Aim of the task: Drop every picture, then transcribe the remaining data exactly.

Data to process:
* * *
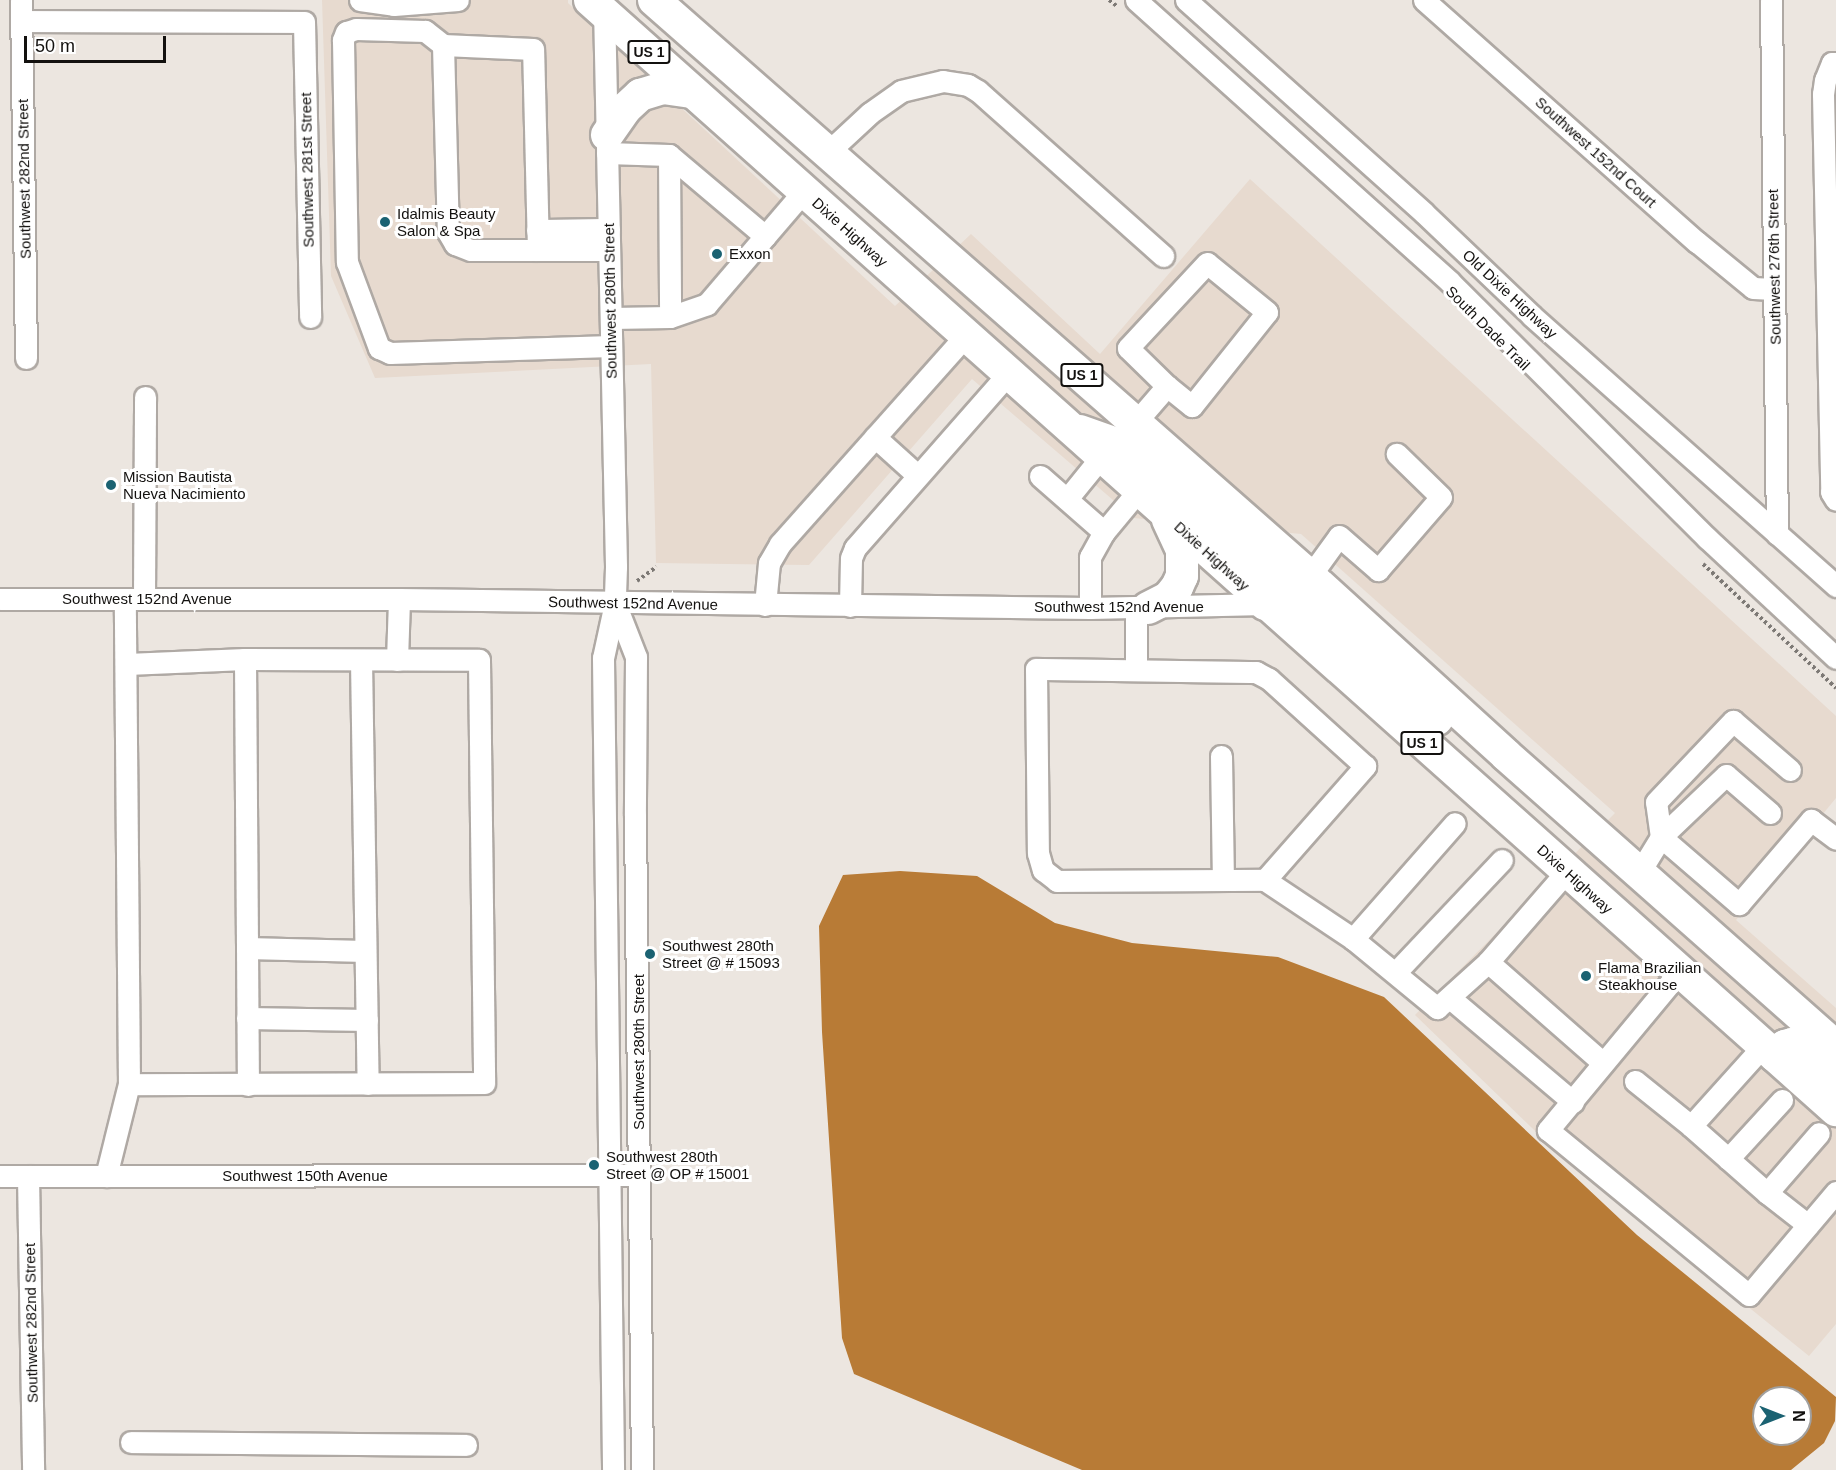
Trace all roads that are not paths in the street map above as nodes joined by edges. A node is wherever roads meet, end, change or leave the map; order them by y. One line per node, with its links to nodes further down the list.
1 (360, 0): 2 (street)
2 (458, 0)
3 (654, 0): 14 (highway, US 1)
4 (1186, 0): 44 (street, Old Dixie Highway)
5 (1424, 0): 22 (street, Southwest 152nd Court)
6 (1771, 0): 22 (street, Southwest 276th Street)
7 (599, 4): 12 (highway, Dixie Highway / US 1); 13 (street, Southwest 280th Street); 14 (highway)
8 (1131, 8): 56 (street)
9 (22, 10): 23 (street, Southwest 281st Street); 28 (street, Southwest 282nd Street)
10 (443, 45): 19 (street); 19 (street); 27 (street)
11 (1836, 63): 41 (street)
12 (693, 92): 13 (highway); 16 (highway, Dixie Highway / US 1)
13 (607, 144): 15 (street); 17 (street, Southwest 280th Street)
14 (828, 152): 21 (street); 32 (highway, US 1)
15 (669, 155): 18 (street); 24 (street)
16 (804, 191): 18 (street); 26 (highway, Dixie Highway / US 1)
17 (609, 229): 19 (street); 20 (street, Southwest 280th Street)
18 (765, 236): 24 (street)
19 (538, 240): 20 (street)
20 (609, 250): 25 (street, Southwest 280th Street)
21 (1162, 256)
22 (1774, 289): 44 (street, Southwest 276th Street)
23 (310, 317)
24 (670, 317): 25 (street)
25 (611, 318): 27 (street, Southwest 280th Street)
26 (965, 336): 29 (highway, Dixie Highway / US 1); 34 (street)
27 (611, 346): 50 (street, Southwest 280th Street)
28 (26, 358)
29 (1008, 374): 33 (highway, Dixie Highway / US 1); 37 (street)
30 (1167, 386): 30 (street); 32 (street)
31 (145, 397): 48 (street)
32 (1135, 423): 45 (highway, US 1)
33 (1065, 426): 36 (highway, Dixie Highway / US 1); 45 (highway)
34 (875, 437): 37 (street); 52 (street)
35 (1397, 454): 45 (street)
36 (1101, 457): 39 (highway, Dixie Highway / US 1); 40 (street)
37 (917, 475): 53 (street)
38 (1040, 476): 40 (street)
39 (1138, 490): 42 (highway, Dixie Highway / US 1); 43 (street)
40 (1067, 500): 43 (street)
41 (1836, 500)
42 (1164, 514): 51 (highway, Dixie Highway / US 1); 55 (highway)
43 (1104, 532): 54 (street)
44 (1777, 534): 46 (street, Old Dixie Highway)
45 (1307, 573): 62 (highway, US 1)
46 (1835, 583)
47 (0, 599): 48 (street, Southwest 152nd Avenue)
48 (135, 599): 49 (street, Southwest 152nd Avenue); 60 (street)
49 (399, 599): 50 (street, Southwest 152nd Avenue); 59 (street)
50 (615, 603): 52 (street, Southwest 152nd Avenue); 66 (street, Southwest 280th Street); 67 (street, Southwest 280th Street)
51 (1265, 604): 55 (street, Southwest 152nd Avenue); 62 (highway); 72 (highway, Dixie Highway / US 1)
52 (765, 605): 53 (street, Southwest 152nd Avenue)
53 (850, 606): 54 (street, Southwest 152nd Avenue)
54 (1090, 608): 55 (street, Southwest 152nd Avenue)
55 (1142, 608): 61 (street)
56 (1836, 658)
57 (244, 659): 58 (street); 60 (street); 77 (street)
58 (361, 660): 59 (street); 78 (street)
59 (397, 660): 93 (street)
60 (127, 664): 92 (street)
61 (1136, 670): 74 (street); 75 (street)
62 (1506, 755): 73 (highway, US 1)
63 (1221, 756): 74 (street)
64 (1790, 770): 69 (street)
65 (1770, 813): 69 (street)
66 (635, 815): 67 (street); 83 (street, Southwest 280th Street)
67 (605, 816): 82 (street, Southwest 280th Street)
68 (1455, 823): 76 (street)
69 (1661, 837): 70 (street); 73 (street)
70 (1836, 839)
71 (1502, 860): 81 (street)
72 (1567, 871): 79 (street); 80 (highway, Dixie Highway / US 1)
73 (1639, 873): 87 (highway, US 1)
74 (1223, 880): 75 (street)
75 (1265, 880): 76 (street)
76 (1353, 939): 81 (street)
77 (247, 948): 78 (street); 85 (street)
78 (365, 951): 86 (street)
79 (1488, 962): 84 (street); 89 (street)
80 (1680, 971): 88 (highway, Dixie Highway / US 1); 89 (street)
81 (1396, 972): 84 (street)
82 (607, 985): 83 (street); 104 (street, Southwest 280th Street)
83 (638, 985): 100 (street, Southwest 280th Street)
84 (1450, 998): 96 (street)
85 (247, 1018): 86 (street); 94 (street)
86 (367, 1020): 93 (street)
87 (1836, 1047)
88 (1769, 1051): 90 (highway); 97 (highway, Dixie Highway / US 1); 98 (street)
89 (1603, 1063): 96 (street)
90 (1836, 1075)
91 (1635, 1081): 98 (street)
92 (129, 1083): 94 (street); 103 (street)
93 (368, 1084): 94 (street)
94 (248, 1085)
95 (1782, 1100): 99 (street)
96 (1573, 1102): 107 (street)
97 (1828, 1122): 106 (street)
98 (1691, 1126): 99 (street)
99 (1728, 1159): 106 (street)
100 (640, 1175): 104 (street, Southwest 150th Avenue); 112 (street, Southwest 280th Street)
101 (0, 1176): 102 (street, Southwest 150th Avenue)
102 (28, 1176): 103 (street, Southwest 150th Avenue); 110 (street, Southwest 282nd Street)
103 (106, 1176): 104 (street, Southwest 150th Avenue)
104 (609, 1176): 111 (street, Southwest 280th Street)
105 (1836, 1192): 107 (street)
106 (1767, 1193): 107 (street)
107 (1808, 1225)
108 (131, 1442): 109 (street)
109 (465, 1445)
110 (33, 1470)
111 (613, 1470)
112 (642, 1470)

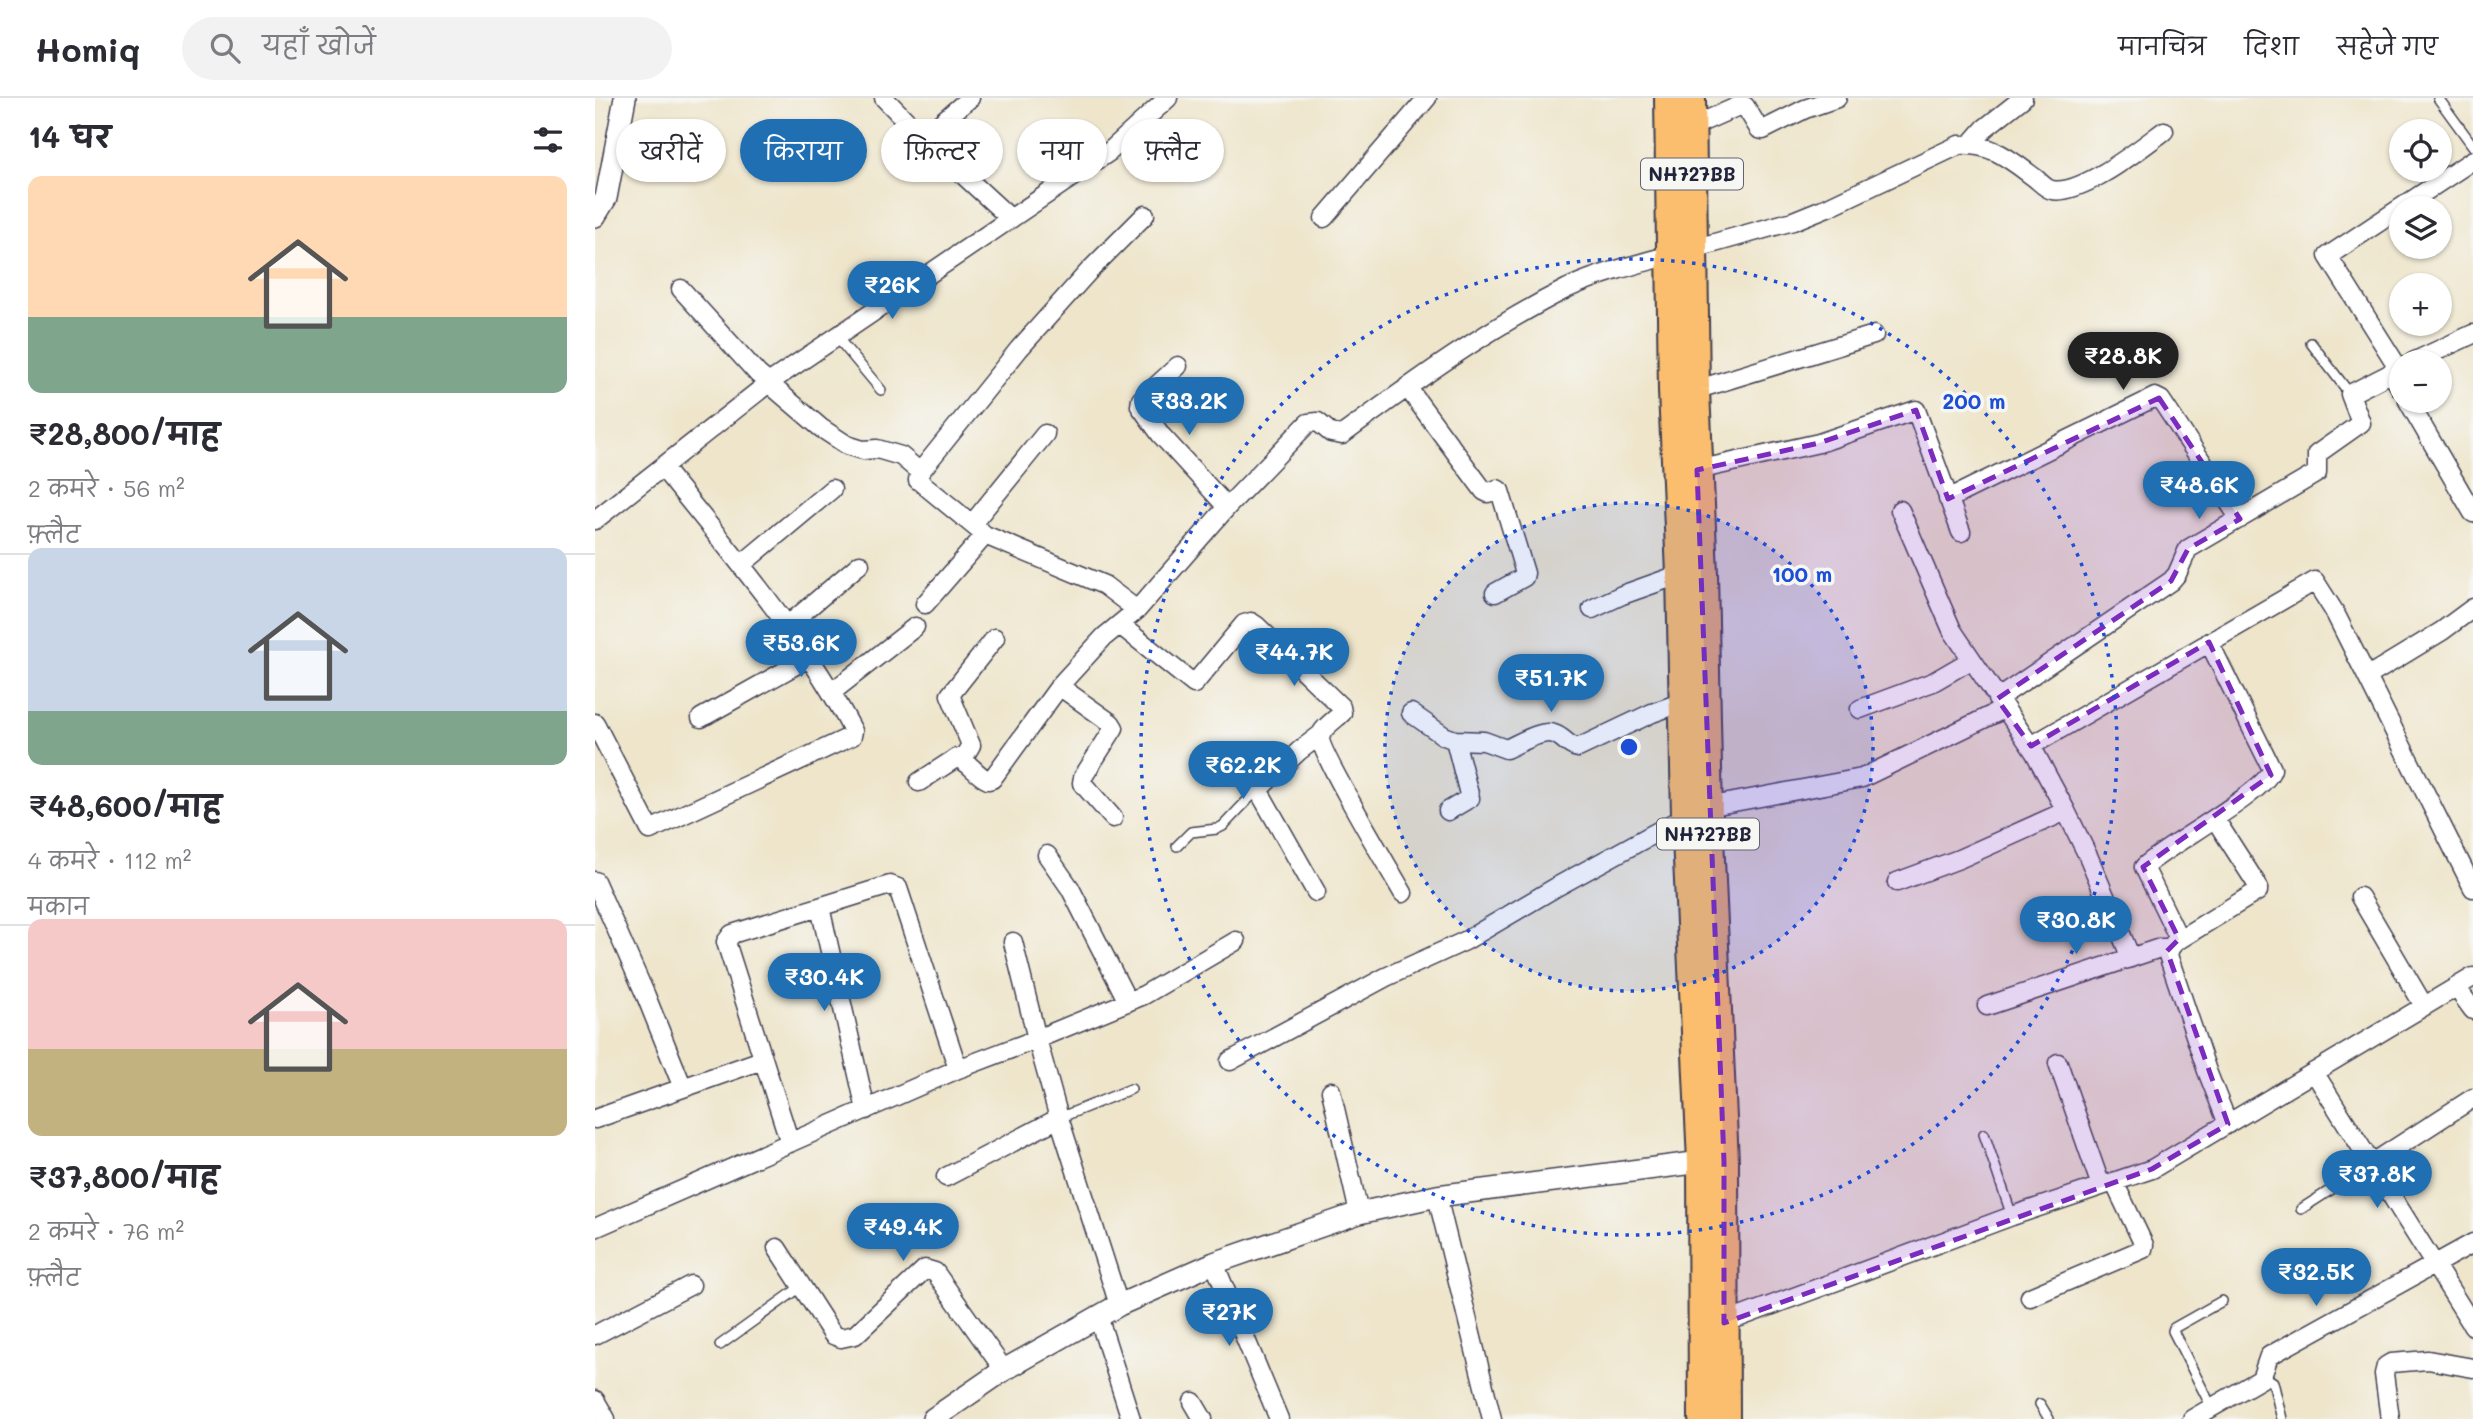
* * *
Solved problem:
Trace all roads that are not paths in the street map above as nodes joined by edges. A node is wherever roads meet, end, change or leave the map; order them by y. One line per node, with its links to nodes further down the list.
1 (360, 0): 2 (street)
2 (458, 0)
3 (654, 0): 14 (highway, US 1)
4 (1186, 0): 44 (street, Old Dixie Highway)
5 (1424, 0): 22 (street, Southwest 152nd Court)
6 (1771, 0): 22 (street, Southwest 276th Street)
7 (599, 4): 12 (highway, Dixie Highway / US 1); 13 (street, Southwest 280th Street); 14 (highway)
8 (1131, 8): 56 (street)
9 (22, 10): 23 (street, Southwest 281st Street); 28 (street, Southwest 282nd Street)
10 (443, 45): 19 (street); 19 (street); 27 (street)
11 (1836, 63): 41 (street)
12 (693, 92): 13 (highway); 16 (highway, Dixie Highway / US 1)
13 (607, 144): 15 (street); 17 (street, Southwest 280th Street)
14 (828, 152): 21 (street); 32 (highway, US 1)
15 (669, 155): 18 (street); 24 (street)
16 (804, 191): 18 (street); 26 (highway, Dixie Highway / US 1)
17 (609, 229): 19 (street); 20 (street, Southwest 280th Street)
18 (765, 236): 24 (street)
19 (538, 240): 20 (street)
20 (609, 250): 25 (street, Southwest 280th Street)
21 (1162, 256)
22 (1774, 289): 44 (street, Southwest 276th Street)
23 (310, 317)
24 (670, 317): 25 (street)
25 (611, 318): 27 (street, Southwest 280th Street)
26 (965, 336): 29 (highway, Dixie Highway / US 1); 34 (street)
27 (611, 346): 50 (street, Southwest 280th Street)
28 (26, 358)
29 (1008, 374): 33 (highway, Dixie Highway / US 1); 37 (street)
30 (1167, 386): 30 (street); 32 (street)
31 (145, 397): 48 (street)
32 (1135, 423): 45 (highway, US 1)
33 (1065, 426): 36 (highway, Dixie Highway / US 1); 45 (highway)
34 (875, 437): 37 (street); 52 (street)
35 (1397, 454): 45 (street)
36 (1101, 457): 39 (highway, Dixie Highway / US 1); 40 (street)
37 (917, 475): 53 (street)
38 (1040, 476): 40 (street)
39 (1138, 490): 42 (highway, Dixie Highway / US 1); 43 (street)
40 (1067, 500): 43 (street)
41 (1836, 500)
42 (1164, 514): 51 (highway, Dixie Highway / US 1); 55 (highway)
43 (1104, 532): 54 (street)
44 (1777, 534): 46 (street, Old Dixie Highway)
45 (1307, 573): 62 (highway, US 1)
46 (1835, 583)
47 (0, 599): 48 (street, Southwest 152nd Avenue)
48 (135, 599): 49 (street, Southwest 152nd Avenue); 60 (street)
49 (399, 599): 50 (street, Southwest 152nd Avenue); 59 (street)
50 (615, 603): 52 (street, Southwest 152nd Avenue); 66 (street, Southwest 280th Street); 67 (street, Southwest 280th Street)
51 (1265, 604): 55 (street, Southwest 152nd Avenue); 62 (highway); 72 (highway, Dixie Highway / US 1)
52 (765, 605): 53 (street, Southwest 152nd Avenue)
53 (850, 606): 54 (street, Southwest 152nd Avenue)
54 (1090, 608): 55 (street, Southwest 152nd Avenue)
55 (1142, 608): 61 (street)
56 (1836, 658)
57 (244, 659): 58 (street); 60 (street); 77 (street)
58 (361, 660): 59 (street); 78 (street)
59 (397, 660): 93 (street)
60 (127, 664): 92 (street)
61 (1136, 670): 74 (street); 75 (street)
62 (1506, 755): 73 (highway, US 1)
63 (1221, 756): 74 (street)
64 (1790, 770): 69 (street)
65 (1770, 813): 69 (street)
66 (635, 815): 67 (street); 83 (street, Southwest 280th Street)
67 (605, 816): 82 (street, Southwest 280th Street)
68 (1455, 823): 76 (street)
69 (1661, 837): 70 (street); 73 (street)
70 (1836, 839)
71 (1502, 860): 81 (street)
72 (1567, 871): 79 (street); 80 (highway, Dixie Highway / US 1)
73 (1639, 873): 87 (highway, US 1)
74 (1223, 880): 75 (street)
75 (1265, 880): 76 (street)
76 (1353, 939): 81 (street)
77 (247, 948): 78 (street); 85 (street)
78 (365, 951): 86 (street)
79 (1488, 962): 84 (street); 89 (street)
80 (1680, 971): 88 (highway, Dixie Highway / US 1); 89 (street)
81 (1396, 972): 84 (street)
82 (607, 985): 83 (street); 104 (street, Southwest 280th Street)
83 (638, 985): 100 (street, Southwest 280th Street)
84 (1450, 998): 96 (street)
85 (247, 1018): 86 (street); 94 (street)
86 (367, 1020): 93 (street)
87 (1836, 1047)
88 (1769, 1051): 90 (highway); 97 (highway, Dixie Highway / US 1); 98 (street)
89 (1603, 1063): 96 (street)
90 (1836, 1075)
91 (1635, 1081): 98 (street)
92 (129, 1083): 94 (street); 103 (street)
93 (368, 1084): 94 (street)
94 (248, 1085)
95 (1782, 1100): 99 (street)
96 (1573, 1102): 107 (street)
97 (1828, 1122): 106 (street)
98 (1691, 1126): 99 (street)
99 (1728, 1159): 106 (street)
100 (640, 1175): 104 (street, Southwest 150th Avenue); 112 (street, Southwest 280th Street)
101 (0, 1176): 102 (street, Southwest 150th Avenue)
102 (28, 1176): 103 (street, Southwest 150th Avenue); 110 (street, Southwest 282nd Street)
103 (106, 1176): 104 (street, Southwest 150th Avenue)
104 (609, 1176): 111 (street, Southwest 280th Street)
105 (1836, 1192): 107 (street)
106 (1767, 1193): 107 (street)
107 (1808, 1225)
108 (131, 1442): 109 (street)
109 (465, 1445)
110 (33, 1470)
111 (613, 1470)
112 (642, 1470)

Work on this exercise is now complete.